------ Input data ------
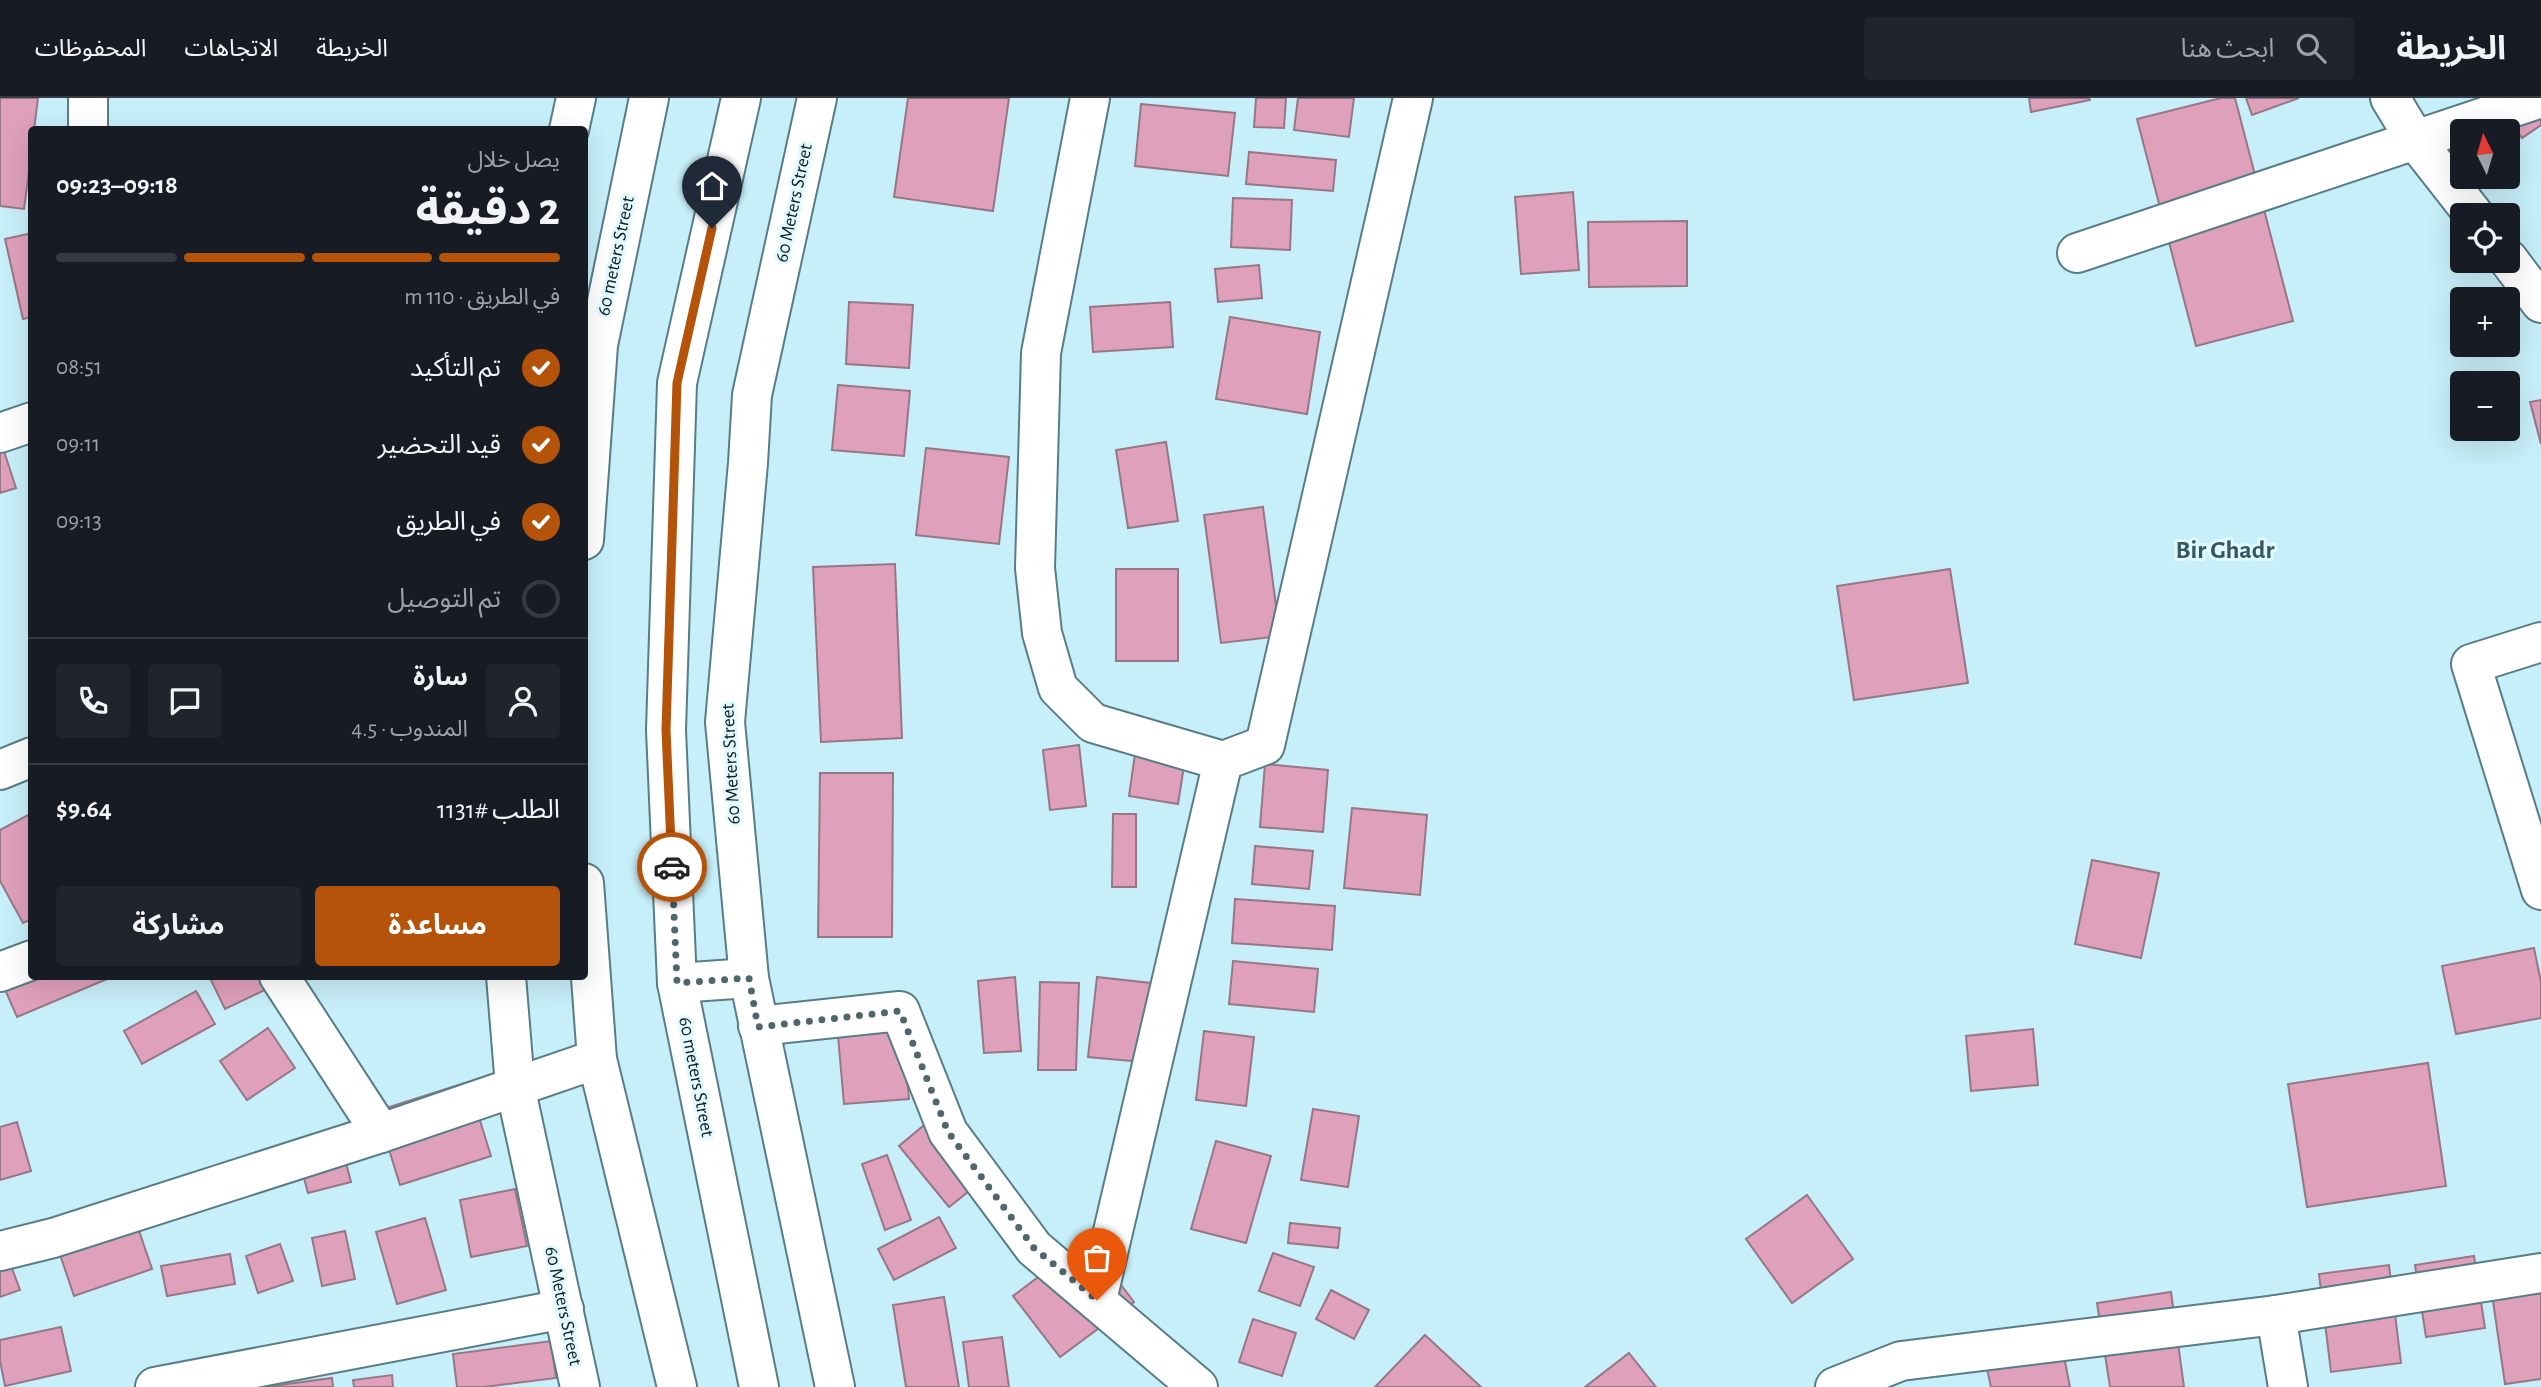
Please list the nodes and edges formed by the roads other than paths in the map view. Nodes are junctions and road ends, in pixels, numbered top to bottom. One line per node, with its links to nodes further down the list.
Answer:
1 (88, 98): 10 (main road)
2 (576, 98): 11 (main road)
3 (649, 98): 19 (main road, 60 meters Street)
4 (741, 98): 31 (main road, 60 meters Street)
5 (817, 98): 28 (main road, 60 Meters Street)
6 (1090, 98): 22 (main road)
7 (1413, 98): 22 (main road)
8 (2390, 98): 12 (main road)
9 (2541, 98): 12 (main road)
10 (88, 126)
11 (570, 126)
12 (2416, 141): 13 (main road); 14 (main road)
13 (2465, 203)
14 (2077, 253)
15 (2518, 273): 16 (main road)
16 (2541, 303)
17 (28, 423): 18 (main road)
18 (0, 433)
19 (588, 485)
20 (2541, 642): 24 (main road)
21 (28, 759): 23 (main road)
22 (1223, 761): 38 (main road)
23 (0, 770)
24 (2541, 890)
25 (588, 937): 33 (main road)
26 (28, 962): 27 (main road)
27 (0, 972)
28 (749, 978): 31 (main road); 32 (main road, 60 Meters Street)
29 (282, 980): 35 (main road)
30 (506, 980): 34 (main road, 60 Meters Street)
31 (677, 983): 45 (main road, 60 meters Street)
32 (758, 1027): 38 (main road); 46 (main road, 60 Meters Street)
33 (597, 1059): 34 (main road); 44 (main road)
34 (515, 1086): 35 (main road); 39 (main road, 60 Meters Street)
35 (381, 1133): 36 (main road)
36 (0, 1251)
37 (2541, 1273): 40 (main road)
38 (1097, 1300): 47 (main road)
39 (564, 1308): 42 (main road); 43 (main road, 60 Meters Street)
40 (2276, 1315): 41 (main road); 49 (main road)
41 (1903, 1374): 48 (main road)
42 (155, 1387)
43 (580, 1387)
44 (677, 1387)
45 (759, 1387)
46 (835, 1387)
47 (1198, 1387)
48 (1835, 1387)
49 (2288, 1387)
------
_Task brief_.
Please copy each line of the material that has the string "Street" somewhere in it.

_Task response_.
3 (649, 98): 19 (main road, 60 meters Street)
4 (741, 98): 31 (main road, 60 meters Street)
5 (817, 98): 28 (main road, 60 Meters Street)
28 (749, 978): 31 (main road); 32 (main road, 60 Meters Street)
30 (506, 980): 34 (main road, 60 Meters Street)
31 (677, 983): 45 (main road, 60 meters Street)
32 (758, 1027): 38 (main road); 46 (main road, 60 Meters Street)
34 (515, 1086): 35 (main road); 39 (main road, 60 Meters Street)
39 (564, 1308): 42 (main road); 43 (main road, 60 Meters Street)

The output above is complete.